Une incertitude demeure : les patrons qui succèdent aux dirigeants d’entreprise remerciés seront-ils meilleurs que leurs prédécesseurs ? En raison de leur carrière et de leur formation, rien ne permet d’envisager une quelconque amélioration dans le mode de gestion des entreprises françaises. Philippe Varin, Jacques Aschenbroich et Christian Streiff ont fait les mêmes études — l’École Nationale Supérieure des Mines de Paris —, ont évolué au sein des mêmes entreprises — Saint-Gobain — et utilisent partout les mêmes recettes pour gagner de l’argent. Ce ne sont pas des capitaines d’industrie, mais des cost killers.

 

 


Nos mauvais résultats font très mal au patron
Qui se voit désavoué par de gros actionnaires
Et tout son personnel et les concessionnaires,
Il doit céder à tous, sauf s’il n’est pas poltron.

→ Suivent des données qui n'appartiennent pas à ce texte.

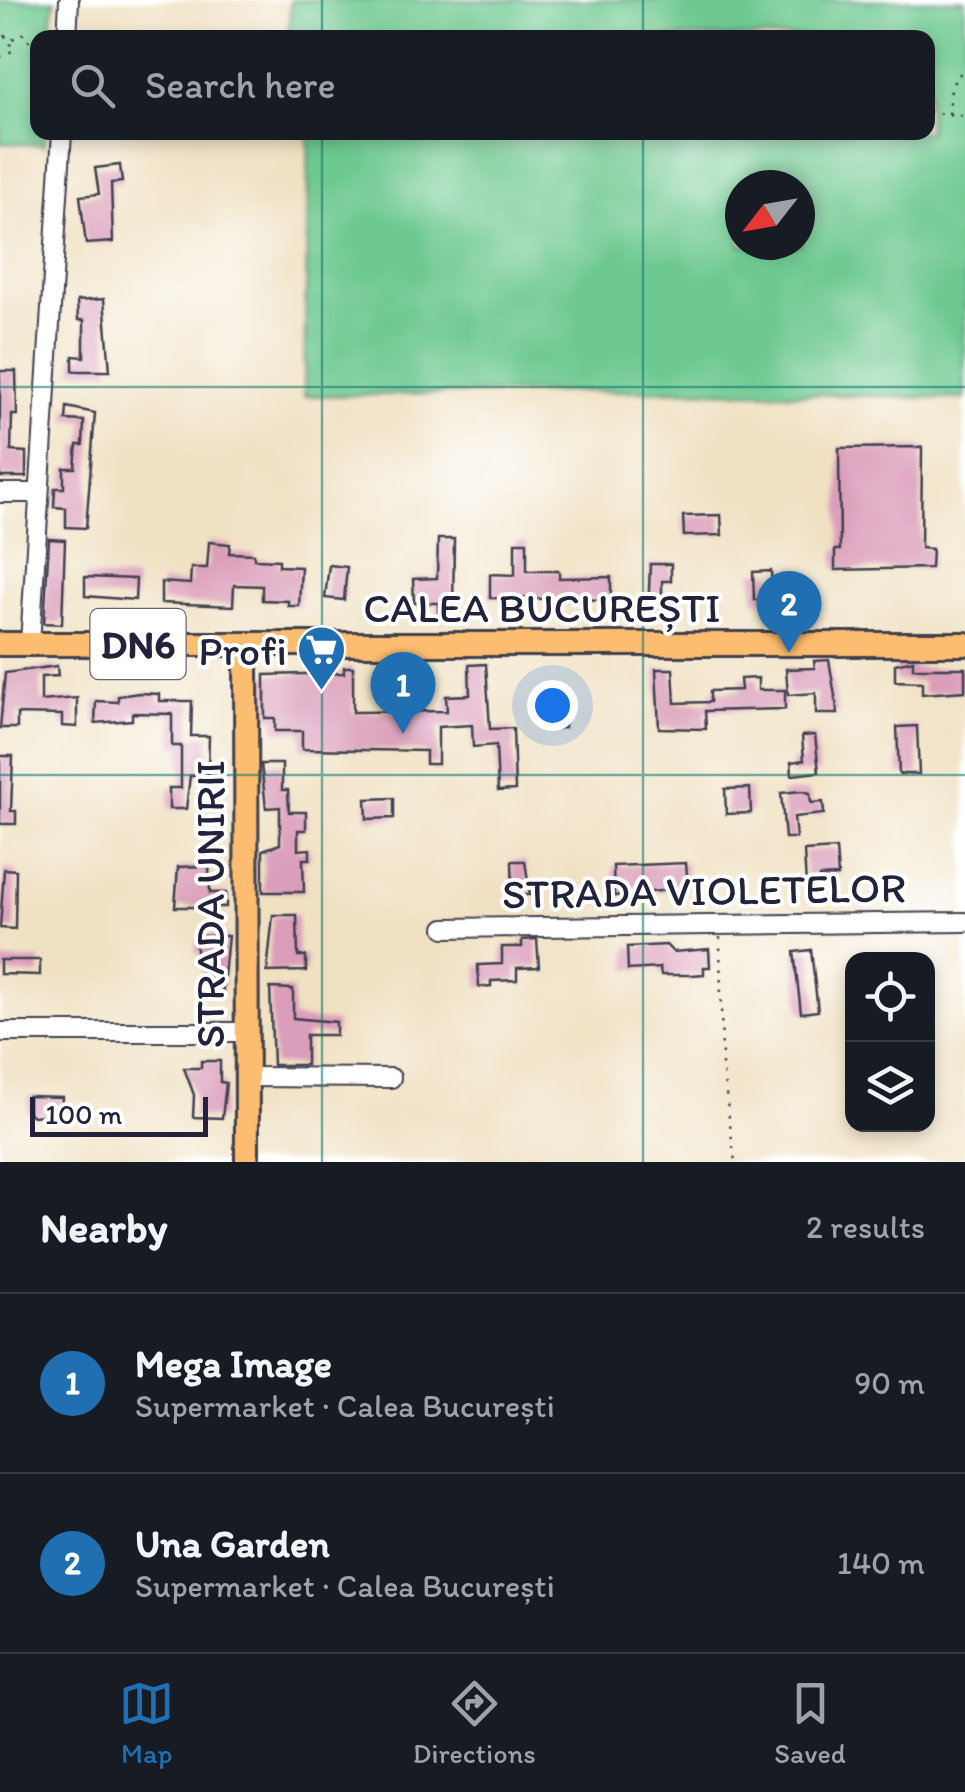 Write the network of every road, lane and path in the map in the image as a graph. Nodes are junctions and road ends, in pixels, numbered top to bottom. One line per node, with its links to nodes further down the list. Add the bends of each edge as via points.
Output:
1 (69, 0): 3 (street)
2 (0, 26): 4 (path)
3 (67, 30)
4 (8, 41): 5 (path, via 25,33); 6 (path, via 14,50)
5 (30, 41)
6 (0, 57)
7 (965, 72): 9 (path, via 951,88)
8 (935, 113): 9 (path)
9 (949, 114): 10 (path)
10 (965, 116)
11 (61, 140): 13 (street)
12 (0, 493): 13 (street)
13 (39, 493): 15 (street)
14 (0, 644): 15 (main road, CALEA BUCUREȘTI / DN6)
15 (30, 644): 17 (main road, CALEA BUCUREȘTI / DN6)
16 (965, 644): 17 (main road, CALEA BUCUREȘTI / DN6)
17 (246, 645): 22 (main road, STRADA UNIRII)
18 (965, 922): 19 (street, STRADA VIOLETELOR)
19 (720, 926): 20 (street, STRADA VIOLETELOR); 26 (path, via 722,1065)
20 (444, 928)
21 (0, 1032): 22 (street)
22 (246, 1032): 23 (main road, STRADA UNIRII)
23 (247, 1077): 24 (street); 25 (main road, STRADA UNIRII)
24 (391, 1078)
25 (248, 1162)
26 (735, 1162)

S’il n’a plus le beau rôle à bomber le plastron
Car son conseil le chasse et sans préliminaires
Pour faire appel avec cynisme aux mercenaires
Il s’enfuit de l’usine où il se fait traiter d’étron.

De cette crise, on ne sait pas les conséquences
Et tout le monde aura sans tarder des vacances
Sans pouvoir vivre avec très peu d’allocations.

La pression se renforce avec peu d’indulgence
Sur tout le monde au mieux des bonifications,
Le front uni veut plus d’argent et de vengeance.